O que Bruxelas pensa de tudo isso? Absolutamente nada. A tecnocracia da UE ainda está fascinada pelos Estados Unidos dos anos Obama – uma terra de soft power, políticas identitárias e capitalismo neoliberal cosmopolita. Eles esperam (e esperam) que a influência de Trump seja expurgada nas eleições de meio de mandato para o Congresso no próximo ano. As camadas dominantes de Bruxelas ainda confundem o poder cultural da esquerda americana com poder político.

O conservadorismo americano, portanto, parece estar sendo reconstruído como algo mais rude, mais cruel e muito menos sentimental. Ele aspira a emergir também como algo mais centralizado, coercitivo e radical . Com muitas famílias nos EUA e na Europa à beira da falência e da possível desapropriação à medida que a economia real implode, esse segmento da população – que agora inclui uma proporção crescente da classe média – despreza tanto os oligarcas quanto o establishment e se aproxima cada vez mais de uma resposta possivelmente violenta. Então, a guerra cultural passará da arena pública para o "campo de batalha" das ruas.

A atual Administração dos EUA está, acima de tudo, apegada à antiga noção de grandeza – à grandeza individual e às contribuições que a grandeza traz a toda a civilização.

O indivíduo transgressor, por exemplo, desempenha um papel significativo nas teorias de Ayn Rand sobre o industrialista e o gênio (em seus romances, há sempre um forte elemento do estranho, sendo esse tipo de transgressor criminoso que traz uma nova medida de energia, que os insiders não podem fornecer), escreve o cientista político Corey Robin .

Em suma, existe uma afinidade nada secreta entre o conservadorismo populista e o radicalismo atuais. No entanto, como Emily Wilson expõe em seu livro "A Ilíada", a perda de "grandeza raramente" é facilmente recuperada.

Não se pode escapar da analogia da Ilíada para hoje — na qual Trump busca recuperar a "grandeza" de seu país (e no processo alcançar kleos pessoal eterno (reputação).

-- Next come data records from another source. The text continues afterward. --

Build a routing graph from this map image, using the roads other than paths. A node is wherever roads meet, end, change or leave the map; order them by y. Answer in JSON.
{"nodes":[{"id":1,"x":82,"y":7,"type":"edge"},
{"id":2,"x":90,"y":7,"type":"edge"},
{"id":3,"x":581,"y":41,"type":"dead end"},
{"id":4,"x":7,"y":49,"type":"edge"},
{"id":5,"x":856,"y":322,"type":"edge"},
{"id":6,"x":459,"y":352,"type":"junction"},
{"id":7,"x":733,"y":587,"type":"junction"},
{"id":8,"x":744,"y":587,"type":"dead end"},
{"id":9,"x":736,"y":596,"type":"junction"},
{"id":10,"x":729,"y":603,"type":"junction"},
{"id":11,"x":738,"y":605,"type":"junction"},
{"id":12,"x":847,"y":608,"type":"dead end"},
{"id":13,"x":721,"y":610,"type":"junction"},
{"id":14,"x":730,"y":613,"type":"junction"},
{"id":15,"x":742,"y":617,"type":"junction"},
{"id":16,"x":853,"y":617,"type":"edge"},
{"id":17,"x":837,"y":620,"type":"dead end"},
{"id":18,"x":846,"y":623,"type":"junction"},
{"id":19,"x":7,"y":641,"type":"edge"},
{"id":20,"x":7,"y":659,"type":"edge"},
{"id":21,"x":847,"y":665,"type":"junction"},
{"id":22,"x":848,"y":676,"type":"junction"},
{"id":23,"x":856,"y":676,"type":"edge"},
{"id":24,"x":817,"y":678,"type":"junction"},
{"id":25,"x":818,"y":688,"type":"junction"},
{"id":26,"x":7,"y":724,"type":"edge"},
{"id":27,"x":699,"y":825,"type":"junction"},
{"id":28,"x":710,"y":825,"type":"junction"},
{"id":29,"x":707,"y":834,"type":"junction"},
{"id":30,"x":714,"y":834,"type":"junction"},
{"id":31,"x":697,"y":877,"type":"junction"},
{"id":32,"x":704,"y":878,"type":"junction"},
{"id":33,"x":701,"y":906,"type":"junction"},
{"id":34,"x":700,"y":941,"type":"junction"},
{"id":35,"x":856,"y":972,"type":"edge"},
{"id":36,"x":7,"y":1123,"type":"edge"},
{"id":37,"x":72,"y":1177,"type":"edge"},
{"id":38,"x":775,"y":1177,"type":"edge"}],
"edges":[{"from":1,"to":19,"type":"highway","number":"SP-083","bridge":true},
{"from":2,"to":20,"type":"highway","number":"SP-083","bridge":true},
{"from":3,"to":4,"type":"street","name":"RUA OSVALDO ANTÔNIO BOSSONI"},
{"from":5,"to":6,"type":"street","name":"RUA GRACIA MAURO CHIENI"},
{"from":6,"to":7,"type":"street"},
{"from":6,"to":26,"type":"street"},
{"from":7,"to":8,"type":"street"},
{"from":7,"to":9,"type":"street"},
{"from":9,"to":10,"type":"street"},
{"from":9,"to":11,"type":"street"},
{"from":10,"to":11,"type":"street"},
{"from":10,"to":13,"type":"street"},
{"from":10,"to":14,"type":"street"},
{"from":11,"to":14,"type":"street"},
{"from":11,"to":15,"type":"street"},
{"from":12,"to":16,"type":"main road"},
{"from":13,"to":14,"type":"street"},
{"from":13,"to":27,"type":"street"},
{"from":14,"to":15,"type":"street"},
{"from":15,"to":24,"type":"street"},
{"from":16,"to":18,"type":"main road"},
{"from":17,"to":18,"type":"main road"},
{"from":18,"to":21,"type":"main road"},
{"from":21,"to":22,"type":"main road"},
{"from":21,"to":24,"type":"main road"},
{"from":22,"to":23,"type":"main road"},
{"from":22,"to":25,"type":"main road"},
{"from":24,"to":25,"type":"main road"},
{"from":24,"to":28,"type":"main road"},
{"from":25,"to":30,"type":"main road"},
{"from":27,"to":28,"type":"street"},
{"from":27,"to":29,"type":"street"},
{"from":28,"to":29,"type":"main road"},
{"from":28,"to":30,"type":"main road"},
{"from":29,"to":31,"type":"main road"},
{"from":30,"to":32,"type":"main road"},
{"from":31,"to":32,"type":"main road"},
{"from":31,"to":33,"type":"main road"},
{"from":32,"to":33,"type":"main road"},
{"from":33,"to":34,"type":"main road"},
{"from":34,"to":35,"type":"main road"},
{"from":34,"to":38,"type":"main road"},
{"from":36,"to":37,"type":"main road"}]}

Hoje, podemos nos referir a isso como o "legado" de alguém. Na Ilíada, isso é definicional e dá aos líderes mortais a capacidade metafórica de superar a morte por meio da honra e da glória.

No entanto, nem sempre termina bem: Heitor, o protagonista, também em busca de Kleos, é enganado e morto sob as muralhas da cidade de Troia. Trump pode muito bem prestar atenção à moral da história da Ilíada.